Input records |
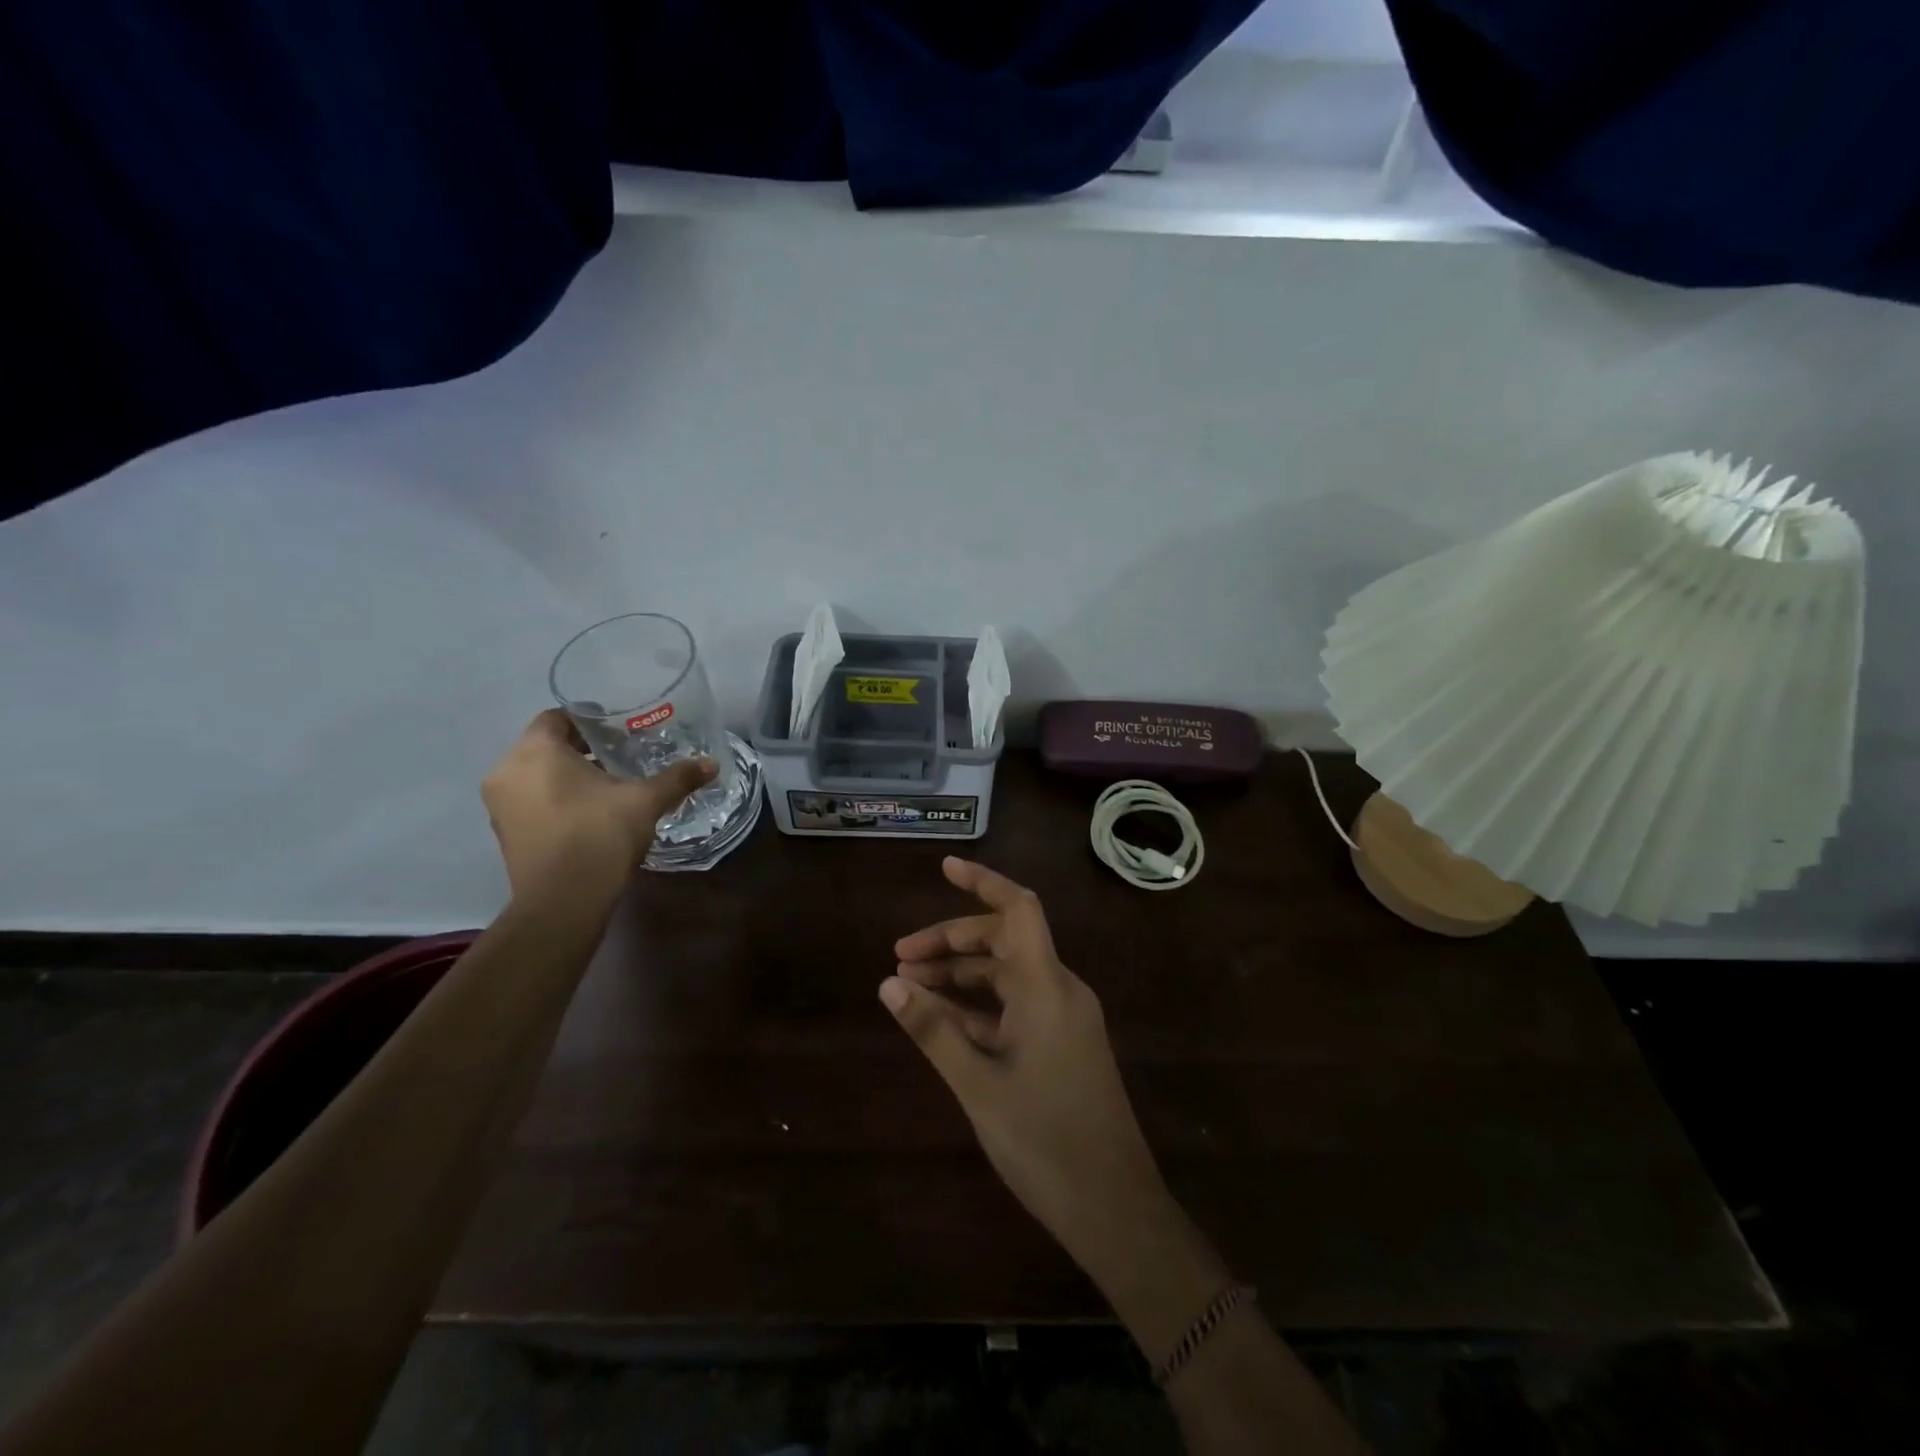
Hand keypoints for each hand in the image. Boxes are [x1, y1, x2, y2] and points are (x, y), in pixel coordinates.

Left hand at [481, 709, 715, 894]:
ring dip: (569, 777)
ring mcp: (501, 806)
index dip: (590, 720)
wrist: (563, 902)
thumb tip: (711, 763)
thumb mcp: (645, 801)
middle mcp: (508, 772)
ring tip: (611, 787)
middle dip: (583, 750)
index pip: (557, 717)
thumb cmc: (598, 835)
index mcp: (535, 751)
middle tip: (622, 755)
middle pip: (546, 746)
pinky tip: (592, 814)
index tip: (620, 730)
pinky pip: (532, 801)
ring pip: (537, 776)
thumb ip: (676, 778)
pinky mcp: (506, 834)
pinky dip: (558, 800)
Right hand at [883, 858, 1169, 1276]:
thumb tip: (888, 984)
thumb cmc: (1044, 1140)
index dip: (982, 881)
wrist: (1115, 1208)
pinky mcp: (1066, 1043)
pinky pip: (1019, 1005)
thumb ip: (933, 1029)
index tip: (944, 867)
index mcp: (1045, 985)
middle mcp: (1061, 989)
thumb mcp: (977, 1084)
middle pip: (1004, 940)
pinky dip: (982, 1005)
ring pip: (1009, 974)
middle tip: (901, 956)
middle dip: (952, 941)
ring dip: (963, 975)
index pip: (1017, 908)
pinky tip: (945, 1019)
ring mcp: (1066, 1017)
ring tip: (911, 986)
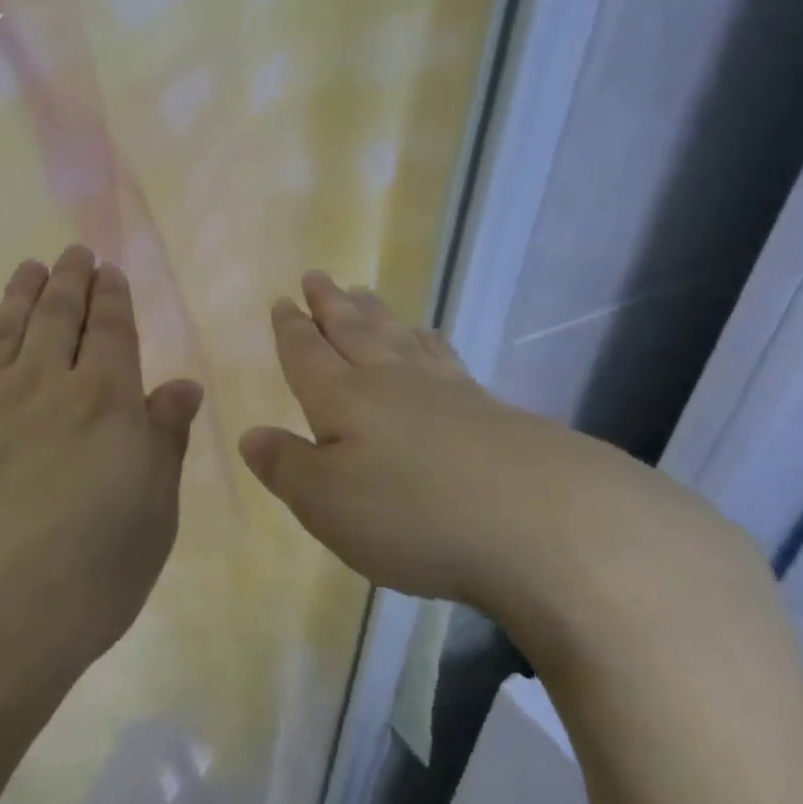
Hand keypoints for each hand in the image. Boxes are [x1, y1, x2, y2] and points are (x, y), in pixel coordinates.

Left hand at [0, 245, 203, 718]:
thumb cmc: (77, 588)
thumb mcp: (149, 523)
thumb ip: (163, 444)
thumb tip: (181, 385)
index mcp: (104, 403)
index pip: (111, 331)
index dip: (112, 297)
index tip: (109, 270)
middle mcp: (42, 384)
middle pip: (57, 316)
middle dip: (69, 280)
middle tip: (73, 252)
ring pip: (7, 326)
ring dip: (22, 291)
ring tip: (30, 265)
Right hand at [237, 271, 732, 631]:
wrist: (550, 527)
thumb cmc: (413, 515)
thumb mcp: (326, 502)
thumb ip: (285, 466)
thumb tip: (251, 435)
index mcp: (343, 397)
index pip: (307, 352)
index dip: (291, 328)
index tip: (284, 301)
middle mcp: (390, 381)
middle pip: (354, 331)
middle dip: (331, 304)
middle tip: (319, 276)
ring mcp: (446, 392)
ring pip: (399, 337)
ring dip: (377, 313)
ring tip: (365, 291)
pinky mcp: (493, 411)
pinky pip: (446, 359)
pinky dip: (430, 342)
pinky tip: (431, 339)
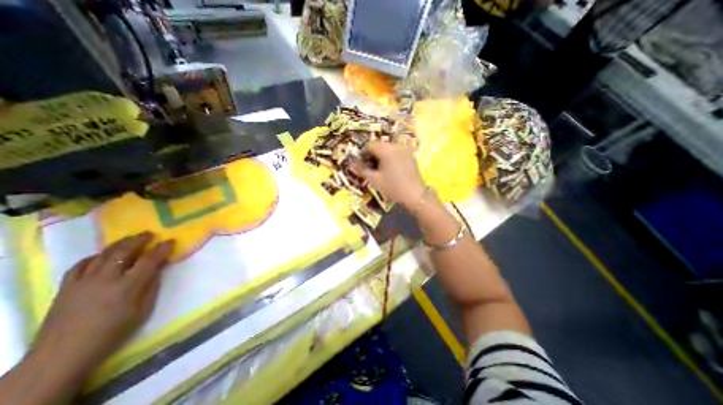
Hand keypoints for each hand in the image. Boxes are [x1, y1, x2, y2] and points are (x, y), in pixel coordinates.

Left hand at [29, 233, 173, 377]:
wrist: (63, 354)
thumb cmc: (113, 332)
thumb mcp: (142, 310)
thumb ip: (152, 286)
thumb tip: (158, 269)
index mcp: (128, 286)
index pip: (149, 260)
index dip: (162, 249)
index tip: (170, 241)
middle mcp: (105, 279)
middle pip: (123, 252)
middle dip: (139, 240)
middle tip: (149, 234)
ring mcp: (83, 281)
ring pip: (103, 255)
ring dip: (119, 244)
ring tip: (130, 239)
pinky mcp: (66, 287)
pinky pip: (81, 265)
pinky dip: (95, 256)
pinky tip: (102, 255)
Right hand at [351, 140, 425, 211]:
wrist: (415, 195)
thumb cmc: (393, 187)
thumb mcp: (375, 180)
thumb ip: (362, 170)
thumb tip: (351, 164)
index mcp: (386, 149)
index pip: (370, 145)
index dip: (362, 153)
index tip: (360, 163)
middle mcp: (396, 146)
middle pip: (379, 145)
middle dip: (371, 154)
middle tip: (368, 167)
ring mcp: (405, 150)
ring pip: (388, 149)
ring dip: (380, 156)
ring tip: (378, 169)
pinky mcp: (410, 156)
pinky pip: (396, 152)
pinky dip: (389, 157)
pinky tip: (389, 169)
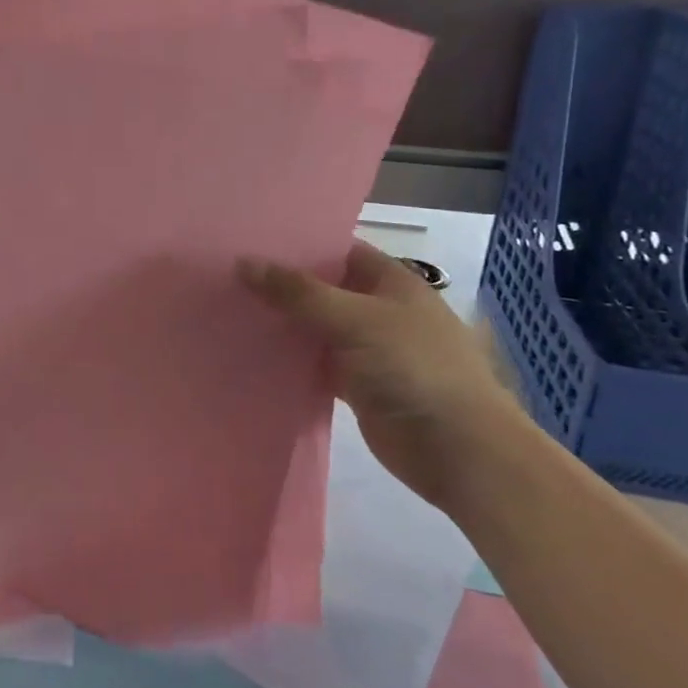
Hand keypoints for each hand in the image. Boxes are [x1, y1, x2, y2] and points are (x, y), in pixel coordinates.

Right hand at [238, 241, 526, 510]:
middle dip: (282, 283)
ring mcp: (368, 349)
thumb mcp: (354, 319)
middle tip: (228, 271)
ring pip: (316, 327)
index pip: (338, 249)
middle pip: (323, 288)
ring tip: (229, 305)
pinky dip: (290, 358)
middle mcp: (379, 309)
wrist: (459, 450)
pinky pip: (316, 363)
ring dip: (283, 321)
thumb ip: (298, 292)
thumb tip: (243, 263)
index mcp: (390, 281)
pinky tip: (252, 350)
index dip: (298, 242)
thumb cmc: (413, 367)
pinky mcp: (358, 385)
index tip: (251, 238)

What you have to do | The expected output is each line of the records above that includes the word "Left".

Exercise result |
Left hand at [481, 709, 715, 894]:
Left hand at [0, 245, 203, 718]:
Left hand at [29, 233, 173, 377]:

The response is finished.